(What to work on) When you reach the records, transcribe all of them exactly.

(Saved entries)
........

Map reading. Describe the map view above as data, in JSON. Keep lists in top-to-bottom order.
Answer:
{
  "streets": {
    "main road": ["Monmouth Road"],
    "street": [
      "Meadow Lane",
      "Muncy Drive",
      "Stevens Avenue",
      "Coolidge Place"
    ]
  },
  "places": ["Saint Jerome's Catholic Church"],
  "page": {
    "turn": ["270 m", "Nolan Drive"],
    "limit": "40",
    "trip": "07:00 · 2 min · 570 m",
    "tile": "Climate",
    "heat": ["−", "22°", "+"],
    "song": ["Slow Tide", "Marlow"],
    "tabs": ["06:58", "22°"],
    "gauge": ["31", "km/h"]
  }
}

........

(Task output)
Map reading. Describe the map view above as data, in JSON. Keep lists in top-to-bottom order.
Answer:
{
  "streets": {
    "main road": ["Monmouth Road"],
    "street": [
      "Meadow Lane",
      "Muncy Drive",
      "Stevens Avenue",
      "Coolidge Place"
    ]
  },
  "places": ["Saint Jerome's Catholic Church"],
  "page": {
    "turn": ["270 m", "Nolan Drive"],
    "limit": "40",
    "trip": "07:00 · 2 min · 570 m",
    "tile": "Climate",
    "heat": ["−", "22°", "+"],
    "song": ["Slow Tide", "Marlow"],
    "tabs": ["06:58", "22°"],
    "gauge": ["31", "km/h"]
  }
}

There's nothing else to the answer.